DATA SUPPLIED START

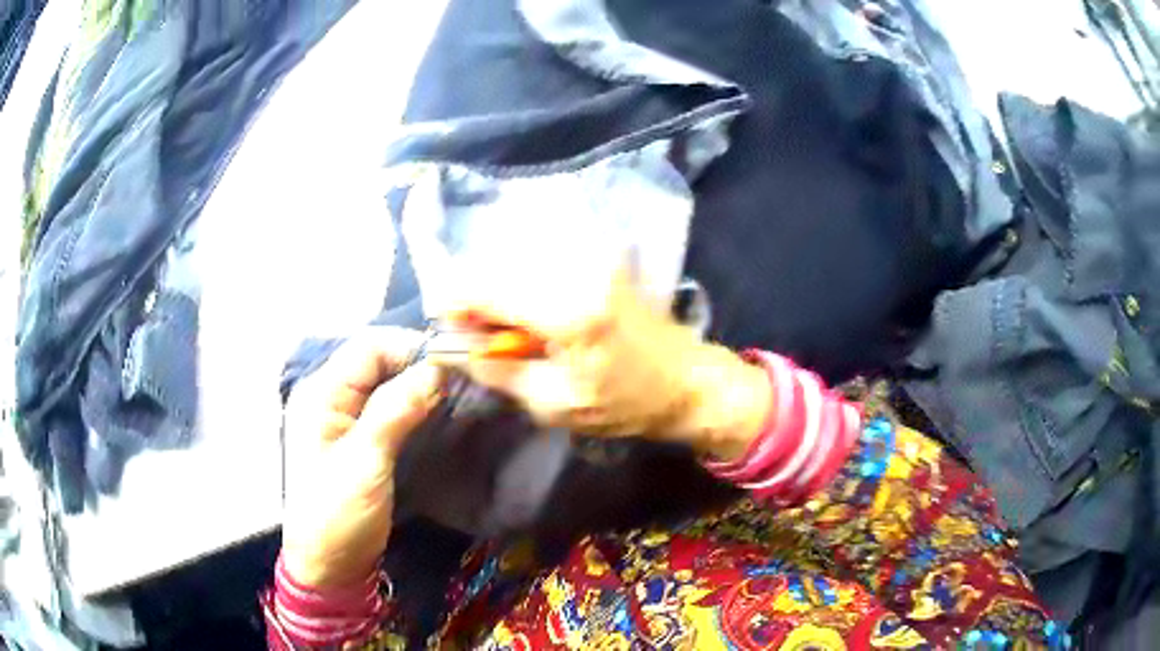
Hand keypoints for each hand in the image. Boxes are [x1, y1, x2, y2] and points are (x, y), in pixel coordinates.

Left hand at [281, 329, 440, 589]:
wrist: (329, 564)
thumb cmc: (338, 514)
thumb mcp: (365, 462)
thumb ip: (395, 411)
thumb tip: (435, 370)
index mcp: (320, 393)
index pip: (368, 348)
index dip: (410, 348)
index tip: (453, 363)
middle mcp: (328, 396)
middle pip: (375, 360)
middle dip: (415, 364)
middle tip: (459, 379)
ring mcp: (340, 417)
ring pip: (382, 382)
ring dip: (415, 384)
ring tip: (453, 393)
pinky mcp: (355, 437)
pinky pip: (384, 406)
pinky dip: (409, 403)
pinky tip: (432, 411)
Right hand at [438, 269, 770, 459]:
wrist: (688, 380)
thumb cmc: (626, 403)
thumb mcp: (555, 404)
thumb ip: (499, 371)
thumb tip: (455, 348)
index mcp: (567, 310)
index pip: (483, 285)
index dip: (454, 303)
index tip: (450, 329)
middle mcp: (577, 268)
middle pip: (496, 267)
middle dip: (478, 301)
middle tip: (486, 341)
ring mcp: (593, 256)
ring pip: (517, 262)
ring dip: (503, 294)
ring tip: (516, 335)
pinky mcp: (601, 256)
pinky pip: (542, 263)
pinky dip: (527, 288)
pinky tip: (539, 319)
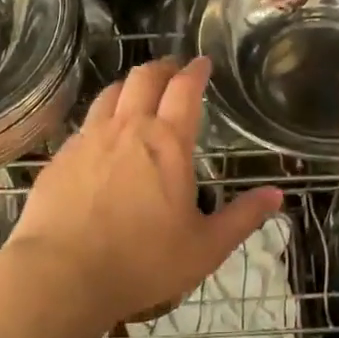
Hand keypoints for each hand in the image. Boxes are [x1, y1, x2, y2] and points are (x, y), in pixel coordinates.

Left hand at [10, 57, 283, 328]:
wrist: (62, 275)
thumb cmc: (143, 261)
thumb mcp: (205, 247)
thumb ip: (243, 217)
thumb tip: (278, 195)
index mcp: (168, 142)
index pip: (185, 89)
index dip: (196, 70)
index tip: (203, 62)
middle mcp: (128, 128)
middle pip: (144, 78)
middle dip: (162, 67)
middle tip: (173, 70)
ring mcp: (88, 139)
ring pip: (110, 93)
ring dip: (129, 86)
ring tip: (137, 93)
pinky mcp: (61, 157)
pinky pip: (85, 123)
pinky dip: (101, 118)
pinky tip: (102, 137)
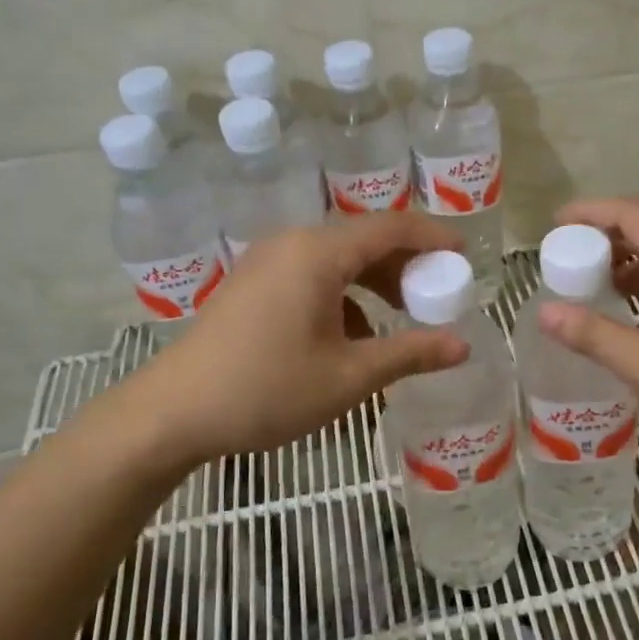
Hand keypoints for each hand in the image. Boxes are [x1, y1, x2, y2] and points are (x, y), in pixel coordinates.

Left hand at [116, 213, 469, 464]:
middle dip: (406, 264)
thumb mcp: (349, 377)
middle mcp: (293, 243)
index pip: (392, 227)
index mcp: (319, 253)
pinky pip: (312, 274)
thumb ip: (410, 353)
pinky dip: (342, 294)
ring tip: (401, 315)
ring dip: (374, 281)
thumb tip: (462, 346)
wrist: (173, 412)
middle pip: (364, 239)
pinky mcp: (252, 282)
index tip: (465, 255)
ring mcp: (267, 261)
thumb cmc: (267, 390)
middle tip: (438, 293)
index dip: (434, 237)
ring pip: (337, 258)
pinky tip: (351, 335)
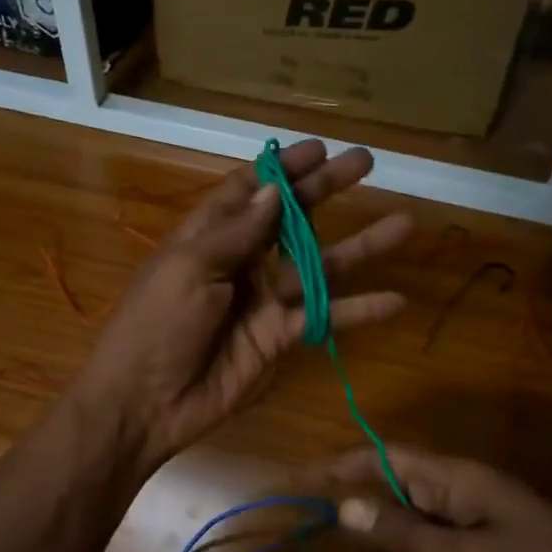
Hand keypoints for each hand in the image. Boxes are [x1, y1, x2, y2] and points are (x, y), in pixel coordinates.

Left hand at [74, 140, 411, 473]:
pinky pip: (325, 317)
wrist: (147, 402)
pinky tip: (395, 300)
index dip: (282, 169)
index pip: (250, 190)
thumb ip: (237, 232)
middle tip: (367, 163)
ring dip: (360, 246)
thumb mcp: (189, 268)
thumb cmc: (157, 325)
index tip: (318, 149)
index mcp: (209, 236)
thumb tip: (274, 189)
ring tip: (405, 224)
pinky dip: (358, 310)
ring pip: (320, 266)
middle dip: (326, 190)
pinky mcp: (280, 337)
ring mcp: (264, 300)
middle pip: (291, 219)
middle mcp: (241, 261)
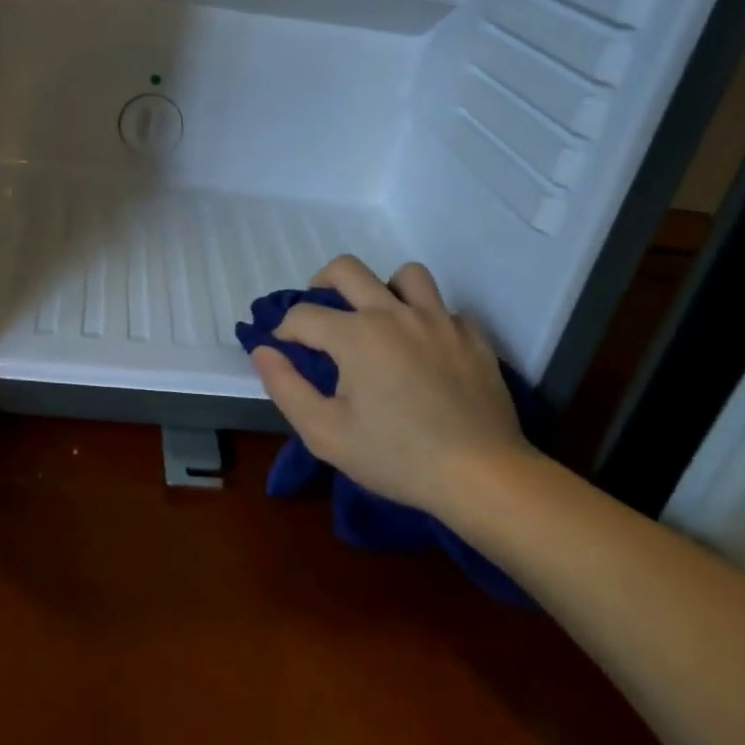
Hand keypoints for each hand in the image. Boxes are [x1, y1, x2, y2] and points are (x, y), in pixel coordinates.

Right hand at [248, 256, 543, 520]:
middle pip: (347, 269)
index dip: (285, 331)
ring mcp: (439, 319)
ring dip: (384, 289)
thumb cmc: (396, 457)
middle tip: (320, 315)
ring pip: (406, 275)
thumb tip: (263, 351)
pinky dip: (428, 320)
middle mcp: (395, 313)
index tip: (285, 351)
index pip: (303, 314)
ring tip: (379, 320)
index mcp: (355, 335)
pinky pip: (445, 309)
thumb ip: (285, 387)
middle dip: (321, 283)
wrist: (481, 474)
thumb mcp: (325, 433)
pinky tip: (425, 350)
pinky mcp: (472, 336)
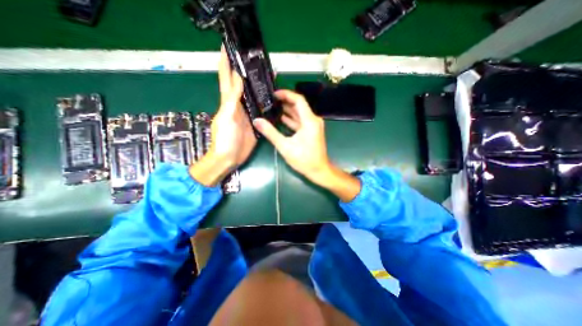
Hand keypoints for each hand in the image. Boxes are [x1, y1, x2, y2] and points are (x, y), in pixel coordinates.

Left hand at [191, 44, 254, 187]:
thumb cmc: (225, 138)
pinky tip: (273, 97)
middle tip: (255, 59)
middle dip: (246, 71)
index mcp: (228, 102)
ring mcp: (248, 114)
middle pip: (242, 85)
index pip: (226, 78)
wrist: (230, 158)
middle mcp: (238, 105)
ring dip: (258, 86)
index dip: (226, 62)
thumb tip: (239, 77)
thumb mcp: (227, 117)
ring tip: (268, 75)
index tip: (227, 46)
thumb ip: (233, 98)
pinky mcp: (256, 122)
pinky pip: (261, 109)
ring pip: (253, 96)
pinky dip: (265, 101)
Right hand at [254, 90, 328, 181]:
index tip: (274, 94)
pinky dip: (291, 119)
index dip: (286, 94)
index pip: (298, 100)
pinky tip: (280, 119)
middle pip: (298, 106)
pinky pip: (300, 121)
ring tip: (272, 108)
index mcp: (309, 121)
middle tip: (270, 101)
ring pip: (299, 114)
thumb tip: (257, 121)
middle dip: (284, 102)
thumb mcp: (285, 146)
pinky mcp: (311, 131)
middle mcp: (313, 120)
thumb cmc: (304, 159)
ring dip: (287, 111)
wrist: (319, 170)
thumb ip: (271, 133)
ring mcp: (313, 126)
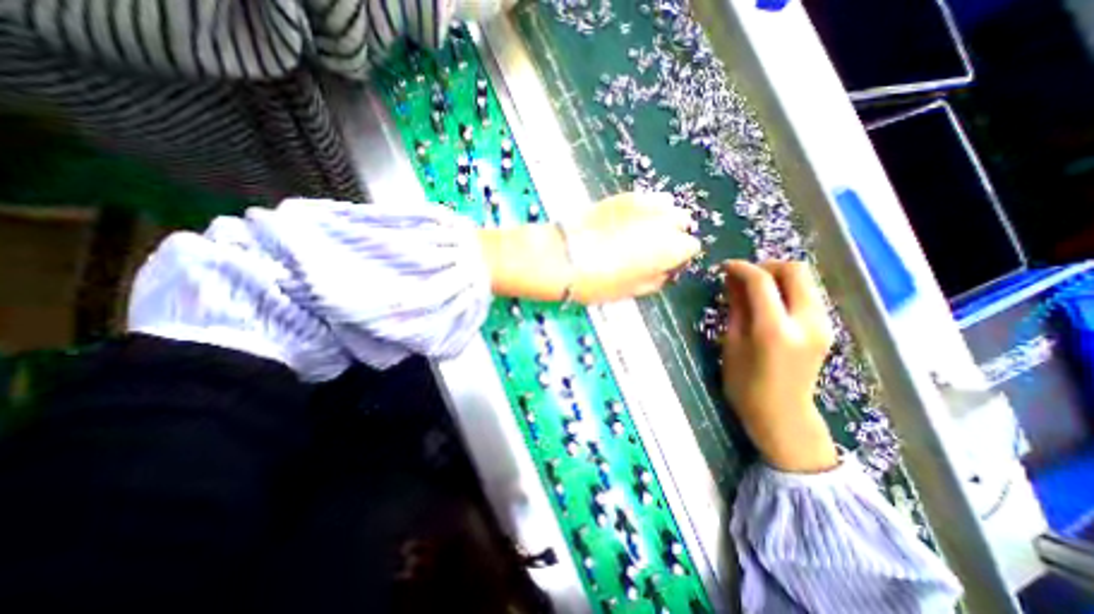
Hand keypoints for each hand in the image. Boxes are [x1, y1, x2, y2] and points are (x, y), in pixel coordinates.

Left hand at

DATA SUPPLIED END

**WHAT YOU WILL DO**
Every line that holds the word "wrist" should be copied from the records.

**OUTPUT OF THE TASK**
wrist: (329, 564)
wrist: (688, 380)
wrist: (62, 275)
wrist: (173, 412)
wrist: (147, 402)
wrist: (481, 474)
wrist: (230, 158)
wrist: (319, 170)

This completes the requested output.